You can read our Policy Outline to find out more.

What Do We Stand For?

We all know that New Zealand is blessed with one of the world’s most beautiful natural environments. But we also know that this paradise is slipping away from us. Government after government has ignored some of our most pressing environmental concerns. We believe it is time for a new political party that champions a politics of sustainability.

Sustainability is based on the principle that everything we need for our survival and well-being depends on our natural environment. It means meeting the needs of the present without compromising the ability of future generations to meet their own needs. Our focus on sustainability means that we would be able to work with political parties on the left or right of politics to ensure that the environment is always a top political priority regardless of who makes up the government.

Our primary focus is on environmental matters such as clean water, sustainable oceans, protection of our native species, dealing with climate change; and these all have economic, social and cultural dimensions. A society with dramatic inequality is not sustainable. We need to move our economy away from polluting and environmentally destructive ways of doing things; by embracing technological and scientific innovation we can become wealthier, creating higher paying jobs for New Zealanders, all while treading more lightly on the earth.

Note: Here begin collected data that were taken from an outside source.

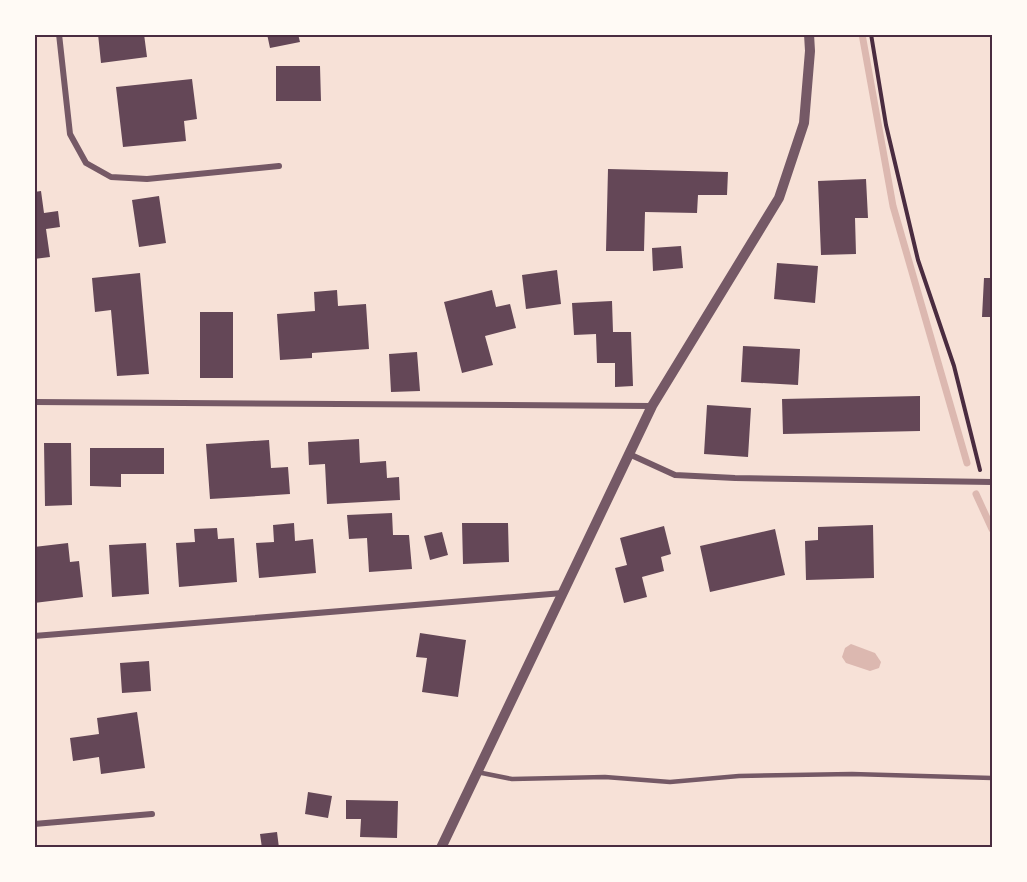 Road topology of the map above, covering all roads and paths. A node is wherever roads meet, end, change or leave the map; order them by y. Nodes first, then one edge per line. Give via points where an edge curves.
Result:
1 (59, 34) edge
2 (809, 34) edge
3 (871, 34) edge
4 (279, 166) dead end
5 (34, 402) edge
6 (652, 406) junction
7 (629, 454) junction
8 (983, 482) junction
9 (993, 482) edge
10 (563, 593) junction
11 (34, 636) edge
12 (477, 772) junction
13 (993, 778) edge
14 (152, 814) dead end
15 (34, 824) edge
16 (441, 848) edge

1 - 4 street via 70,134 86,163 111,177 147,179
2 - 6 street via 804,123 779,198
3 - 8 path via 886,125 918,260 954,366
5 - 6 street
6 - 7 street
7 - 8 street via 675,475
7 - 10 street
8 - 9 street
10 - 11 street
10 - 12 street
12 - 13 lane via 512,779 605,777 670,782 852,774
12 - 16 street
14 - 15 street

What Outcomes Does MMP Deliver?

The Mixed-Member Proportional (MMP) system means that minor parties can have a major influence on a government as part of a coalition. The coalition arrangements of the current government allocated billions of dollars to political trophies and slush funds – the price of NZ First support for a Labour-led Government. We have also seen the scrapping of important environmental initiatives like the mandatory installation of cameras on fishing boats because the fishing industry are key NZ First donors and supporters. MMP should deliver better outcomes than this.

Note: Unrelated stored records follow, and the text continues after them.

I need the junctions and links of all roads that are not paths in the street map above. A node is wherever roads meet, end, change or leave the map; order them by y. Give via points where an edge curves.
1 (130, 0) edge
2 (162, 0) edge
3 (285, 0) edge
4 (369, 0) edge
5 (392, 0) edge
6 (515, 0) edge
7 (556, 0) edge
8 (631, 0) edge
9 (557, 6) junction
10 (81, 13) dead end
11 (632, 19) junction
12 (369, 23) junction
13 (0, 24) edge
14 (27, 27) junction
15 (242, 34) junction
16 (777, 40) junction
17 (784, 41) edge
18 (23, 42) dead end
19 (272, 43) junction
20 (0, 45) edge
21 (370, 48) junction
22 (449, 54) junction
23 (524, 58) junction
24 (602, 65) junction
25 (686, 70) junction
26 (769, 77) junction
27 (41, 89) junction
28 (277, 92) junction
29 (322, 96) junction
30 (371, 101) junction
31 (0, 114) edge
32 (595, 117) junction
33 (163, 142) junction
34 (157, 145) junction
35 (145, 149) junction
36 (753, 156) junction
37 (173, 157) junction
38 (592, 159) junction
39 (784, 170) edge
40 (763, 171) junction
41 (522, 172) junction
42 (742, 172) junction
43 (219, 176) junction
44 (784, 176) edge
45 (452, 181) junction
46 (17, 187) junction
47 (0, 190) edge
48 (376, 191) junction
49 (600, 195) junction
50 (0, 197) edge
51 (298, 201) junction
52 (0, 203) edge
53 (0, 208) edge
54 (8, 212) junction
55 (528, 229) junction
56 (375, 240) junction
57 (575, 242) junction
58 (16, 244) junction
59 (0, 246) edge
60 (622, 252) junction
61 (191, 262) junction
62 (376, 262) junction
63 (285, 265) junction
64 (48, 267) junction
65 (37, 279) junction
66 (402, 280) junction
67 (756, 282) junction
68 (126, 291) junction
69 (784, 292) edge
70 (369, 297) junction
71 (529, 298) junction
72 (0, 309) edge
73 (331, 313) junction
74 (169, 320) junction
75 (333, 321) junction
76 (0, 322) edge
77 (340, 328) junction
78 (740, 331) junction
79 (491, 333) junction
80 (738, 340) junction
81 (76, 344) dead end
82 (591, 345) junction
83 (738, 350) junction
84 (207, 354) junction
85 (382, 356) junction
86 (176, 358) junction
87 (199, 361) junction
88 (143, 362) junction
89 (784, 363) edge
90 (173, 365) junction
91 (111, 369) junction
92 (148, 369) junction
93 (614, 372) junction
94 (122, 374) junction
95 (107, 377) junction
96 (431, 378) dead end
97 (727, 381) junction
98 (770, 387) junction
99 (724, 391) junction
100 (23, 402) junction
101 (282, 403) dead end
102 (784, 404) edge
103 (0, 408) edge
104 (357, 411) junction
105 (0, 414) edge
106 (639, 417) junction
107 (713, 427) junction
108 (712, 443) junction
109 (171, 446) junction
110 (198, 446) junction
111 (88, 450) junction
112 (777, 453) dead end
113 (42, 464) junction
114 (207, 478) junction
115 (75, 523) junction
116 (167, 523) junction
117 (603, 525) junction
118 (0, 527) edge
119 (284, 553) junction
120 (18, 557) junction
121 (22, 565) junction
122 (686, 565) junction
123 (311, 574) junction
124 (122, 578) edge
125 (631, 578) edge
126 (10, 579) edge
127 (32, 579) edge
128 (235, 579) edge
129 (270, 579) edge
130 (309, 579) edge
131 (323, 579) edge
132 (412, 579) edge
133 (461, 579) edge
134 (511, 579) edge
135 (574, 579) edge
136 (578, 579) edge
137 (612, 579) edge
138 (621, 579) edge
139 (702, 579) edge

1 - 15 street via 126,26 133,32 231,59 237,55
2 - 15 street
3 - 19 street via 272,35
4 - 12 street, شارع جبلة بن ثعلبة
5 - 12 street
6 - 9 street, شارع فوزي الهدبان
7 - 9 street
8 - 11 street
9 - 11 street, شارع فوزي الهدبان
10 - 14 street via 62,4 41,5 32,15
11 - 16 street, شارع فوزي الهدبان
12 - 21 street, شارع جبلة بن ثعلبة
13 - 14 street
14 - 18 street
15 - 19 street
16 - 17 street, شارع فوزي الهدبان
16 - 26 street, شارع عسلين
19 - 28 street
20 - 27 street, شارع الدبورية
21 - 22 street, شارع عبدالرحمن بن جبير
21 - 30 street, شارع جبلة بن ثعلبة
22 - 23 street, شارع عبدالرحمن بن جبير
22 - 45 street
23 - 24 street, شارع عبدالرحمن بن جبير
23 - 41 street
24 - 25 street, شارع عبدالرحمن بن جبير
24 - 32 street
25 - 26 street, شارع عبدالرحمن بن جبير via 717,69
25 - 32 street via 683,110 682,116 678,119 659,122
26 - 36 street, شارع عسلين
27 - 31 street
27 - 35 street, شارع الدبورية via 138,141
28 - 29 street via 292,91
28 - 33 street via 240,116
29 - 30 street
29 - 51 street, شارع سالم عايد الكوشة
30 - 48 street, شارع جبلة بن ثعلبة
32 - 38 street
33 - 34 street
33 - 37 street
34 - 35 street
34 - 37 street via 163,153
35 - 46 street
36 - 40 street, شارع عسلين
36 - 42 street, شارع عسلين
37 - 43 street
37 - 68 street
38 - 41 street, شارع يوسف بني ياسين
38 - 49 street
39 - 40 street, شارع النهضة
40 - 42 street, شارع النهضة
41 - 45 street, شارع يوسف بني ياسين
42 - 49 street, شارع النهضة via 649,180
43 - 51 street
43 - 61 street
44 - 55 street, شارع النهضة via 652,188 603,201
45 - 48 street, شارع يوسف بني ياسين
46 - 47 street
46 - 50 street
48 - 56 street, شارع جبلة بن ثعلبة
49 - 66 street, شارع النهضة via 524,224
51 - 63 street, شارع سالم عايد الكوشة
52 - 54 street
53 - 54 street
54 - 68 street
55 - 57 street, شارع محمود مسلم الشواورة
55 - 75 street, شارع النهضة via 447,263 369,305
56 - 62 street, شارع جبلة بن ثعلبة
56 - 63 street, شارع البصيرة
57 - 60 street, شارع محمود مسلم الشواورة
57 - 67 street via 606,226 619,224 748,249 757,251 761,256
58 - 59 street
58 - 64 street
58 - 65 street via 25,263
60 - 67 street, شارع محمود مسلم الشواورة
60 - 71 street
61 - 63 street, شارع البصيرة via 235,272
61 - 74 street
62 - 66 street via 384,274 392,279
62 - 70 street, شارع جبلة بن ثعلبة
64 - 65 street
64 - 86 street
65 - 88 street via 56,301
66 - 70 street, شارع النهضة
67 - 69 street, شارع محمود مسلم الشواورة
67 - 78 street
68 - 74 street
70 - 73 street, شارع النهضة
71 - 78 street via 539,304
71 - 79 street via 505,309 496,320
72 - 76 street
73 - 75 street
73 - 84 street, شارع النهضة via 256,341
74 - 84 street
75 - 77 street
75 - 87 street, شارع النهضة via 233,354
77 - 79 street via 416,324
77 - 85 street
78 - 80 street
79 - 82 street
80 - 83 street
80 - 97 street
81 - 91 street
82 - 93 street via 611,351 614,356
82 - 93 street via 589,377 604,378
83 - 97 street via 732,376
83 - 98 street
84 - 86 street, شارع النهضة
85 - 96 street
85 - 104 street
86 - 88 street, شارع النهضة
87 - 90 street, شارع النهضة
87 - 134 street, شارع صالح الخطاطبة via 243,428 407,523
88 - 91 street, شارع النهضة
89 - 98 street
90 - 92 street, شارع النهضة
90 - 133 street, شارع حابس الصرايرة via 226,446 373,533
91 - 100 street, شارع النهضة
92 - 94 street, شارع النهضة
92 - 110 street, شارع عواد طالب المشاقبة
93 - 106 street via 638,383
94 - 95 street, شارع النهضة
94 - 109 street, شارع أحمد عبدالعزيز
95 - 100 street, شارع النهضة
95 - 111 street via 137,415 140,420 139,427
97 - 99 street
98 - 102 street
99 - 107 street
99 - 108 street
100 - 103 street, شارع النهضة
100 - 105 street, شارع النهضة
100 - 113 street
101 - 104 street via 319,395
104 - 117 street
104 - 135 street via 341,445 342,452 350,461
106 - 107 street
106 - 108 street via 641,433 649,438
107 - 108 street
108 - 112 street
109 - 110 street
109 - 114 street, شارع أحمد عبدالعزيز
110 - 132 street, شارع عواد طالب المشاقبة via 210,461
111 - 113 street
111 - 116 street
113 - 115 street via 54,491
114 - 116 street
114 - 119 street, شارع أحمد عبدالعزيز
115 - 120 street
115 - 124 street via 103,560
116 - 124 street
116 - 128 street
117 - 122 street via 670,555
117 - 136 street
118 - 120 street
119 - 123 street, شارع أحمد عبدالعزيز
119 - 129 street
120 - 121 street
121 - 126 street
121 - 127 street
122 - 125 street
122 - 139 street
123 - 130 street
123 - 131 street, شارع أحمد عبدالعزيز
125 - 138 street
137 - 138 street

We believe that the MMP system should be a vehicle to place sustainability at the centre of every government. The coalition negotiations after each election are the best possible opportunity to ensure the sustainability of our environment and the sustainable development of a modern economy.

These changes will only be made with the emergence of a new political force that will use the levers of the MMP system to much better ends.

But What About the Greens?

The Green Party has made a deliberate decision not to use the leverage that comes with the number of MPs they have in Parliament. Instead of negotiating with both major parties, they have made a decision to always support the formation of a Labour Government meaning that Labour can take them for granted. This is no way to get the best deal for the environment.

Having given away their negotiating advantage, they are in a weak position to demand funding for cleaner beaches and rivers, for modern sewage infrastructure in major cities, for sustainable management of our fisheries, a major upgrade in predator control, nor for the significant increases in science and research funding that will underwrite a modern, sustainable economy.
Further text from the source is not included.